Cuentan que la noche del 21 de marzo de 1881, el verbo encendido de un bisoño orador cubano conmovió a las ilustres familias caraqueñas en el Club de Comercio de la tierra de Bolívar, tras disertar, con elocuencia y hondura, sobre la unidad latinoamericana. «No era un hombre; era el genio viviente de la inspiración», escribió asombrado uno de los jóvenes que allí escuchó hablar a José Martí. El Apóstol tenía entonces solo 28 años y, sin embargo, su legado patriótico era ya imprescindible para Cuba y América. En menos de tres décadas de existencia, el primogénito de Leonor y Mariano había soportado presidio político y dos destierros por sus ideales independentistas; había contribuido a organizar la emigración cubana en el extranjero, en pos de una nueva contienda libertaria; y había escrito con desgarradora sensibilidad sobre el amor a la Patria y la concepción latinoamericanista. Pero Pepe haría más. Tanto fue así, que al repasar su vida parece que no hubiera encontrado nunca momento para el descanso, ni minuto para el ocio; y al mismo tiempo se nos revela como el ser humano superior que no solo fundó un partido, creó un periódico y gestó una guerra necesaria, sino que también amó con pasión, tuvo un hijo y «dibujó» sus esencias en versos sencillos.
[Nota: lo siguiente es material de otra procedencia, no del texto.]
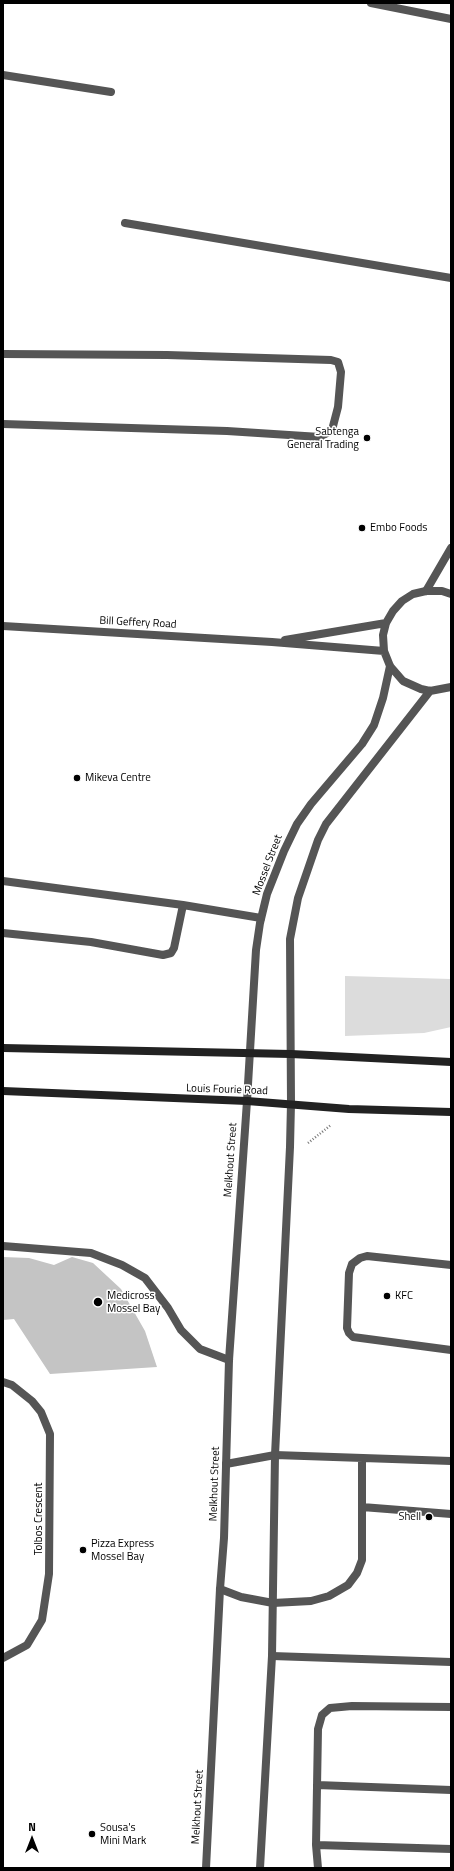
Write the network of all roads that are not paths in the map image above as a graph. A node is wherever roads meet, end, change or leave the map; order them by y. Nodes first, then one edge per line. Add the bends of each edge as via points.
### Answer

No obstante, el dolor de una Cuba oprimida bajo el yugo español fue su propio dolor, ese que le acompañó siempre junto a otras penas no menos acuciantes, como las huellas de un grillete asido a su tobillo, las enfermedades del cuerpo o la prematura muerte de tres de sus siete hermanas. Una cubana que fue su amiga y lo escuchó frecuentemente en la tribuna, señaló que la voz del Maestro era bien timbrada y con inflexiones infinitas. «Hablaba despacio, convencía… pero cuando tocaba el tema …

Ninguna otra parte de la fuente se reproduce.